I’m terrified, she wanted to scream. Can we please not?
“A little,” she said.
“You don’t need to be,” he said. “Please don’t be.” He leaned down, kissing her neck, her collarbone, reaching to unbutton the clasps on her gown. “I love you so.”
He didn’t rush her. He took her gown off, then sat her on the bed, rolling her stockings from her legs as though she were the most breakable of china dolls. He unlaced her stays, kissing her chest, running his hands down her waist, around her thighs, and was slow, and gentle, and so very kind.
But all she could think about as he moved on top of her was her fits of laughter as Luke had thrown both of them into the sea that night. All she felt, as Guy’s weight pressed her down into the soft, luxurious mattress, was the memory of her excitement, her urgency, as she and Luke had dragged their sodden clothes from one another, making love again, and then again in that tiny, perfect boat.
CHAPTER TWENTY-FOUR
King’s Fifth Military Convalescent Hospital, 1921
“Diana’s written,” said Arnold, from Jones’s bedroom door. “She said she’d prefer not to visit, because of Ernest.”

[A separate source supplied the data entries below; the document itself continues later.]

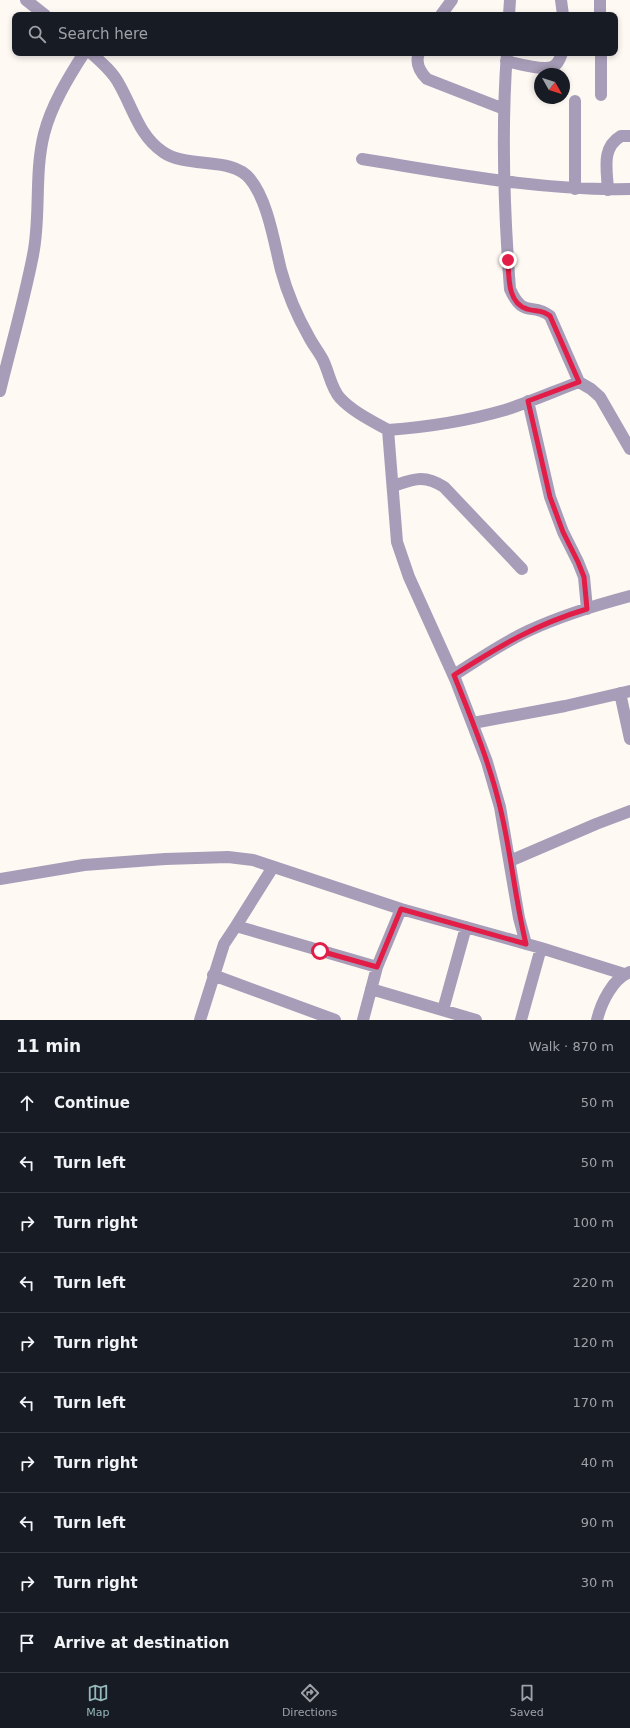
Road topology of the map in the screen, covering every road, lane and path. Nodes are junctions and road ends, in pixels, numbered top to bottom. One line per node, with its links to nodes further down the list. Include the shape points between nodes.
1 (26, 0): 6 (street)
2 (452, 0): 7 (street)
3 (510, 0): 8 (street)
4 (561, 0): 9 (street)
5 (600, 0): 10 (street)
6 (41, 12)
7 (443, 12)
8 (509, 12)
9 (563, 12)
10 (600, 12)
11 (82, 56): 27 (street, via 49,117 44,135 33,255)
12 (95, 56): 29 (street, via 118,83 139,125 152,144 164,154 186,162 238,169 250,178 260,194 276,242 288,291 309,337 326,366 334,388 348,405)
13 (419, 56): 19 (street, via 418,65 427,79)
14 (561, 56): 16 (street, via 552,67 544,68)
15 (601, 56): 17 (street)
16 (506, 57): 19 (street)
17 (601, 95)
18 (575, 101): 23 (street)
19 (504, 109): 22 (street)
20 (630, 136): 25 (street, via 621,136 609,146)
21 (362, 160): 22 (street)
22 (504, 180): 23 (street); 26 (street, via 510,289 519,305 527,309 544,311 550,316)
23 (575, 189): 25 (street)
24 (630, 189): 25 (street)
25 (608, 190)
26 (579, 382): 28 (street); 30 (street, via 600,397)
27 (0, 391)
28 (528, 401): 29 (street, via 440,425); 34 (street, via 550,497 584,577)
29 (388, 430): 31 (street)
30 (630, 450)
31 (393, 486): 32 (street, via 414,479 425,478 435,481 444,487); 35 (street, via 397,542 402,560)
32 (522, 569)
33 (630, 596): 34 (street)
34 (587, 609): 35 (street, via 528,631)
35 (454, 675): 37 (street)
36 (625, 692): 37 (street); 38 (street)
37 (473, 723): 40 (street, via 500,807)
38 (630, 739)
39 (630, 811): 40 (street)
40 (510, 860): 46 (street, via 519,918)
41 (273, 867): 42 (street, via 253,860 196,857 84,865); 43 (street); 44 (street)
42 (0, 879)
43 (401, 909): 45 (street); 48 (street)
44 (236, 926): 48 (street); 50 (street, via 224,944)
45 (466, 926): 46 (street); 52 (street)
46 (526, 944): 47 (street)
47 (541, 948): 49 (street); 57 (street)
48 (377, 967): 51 (street)
49 (627, 973): 58 (street, via 612,988)
50 (213, 975): 53 (street); 54 (street)
51 (371, 989): 52 (street); 55 (street)
52 (443, 1010): 56 (street)
53 (200, 1020)
54 (335, 1020)
55 (363, 1020)
56 (476, 1020)
57 (521, 1020)
58 (597, 1020)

Jones, sitting at his desk, looked up, staring. He’d been waiting so long for this, pinning everything onto it, and now that it was finally happening he was filled with fear.
“What did she say?” he asked, forcing the words from his too-tight throat.
Arnold dipped his white head, studying the letter in his hand, brow denting behind his spectacles. There appeared to be a newspaper clipping folded in the envelope, too. It struck Jones as odd that Arnold didn’t simply hand both to him to read. Was he concealing something?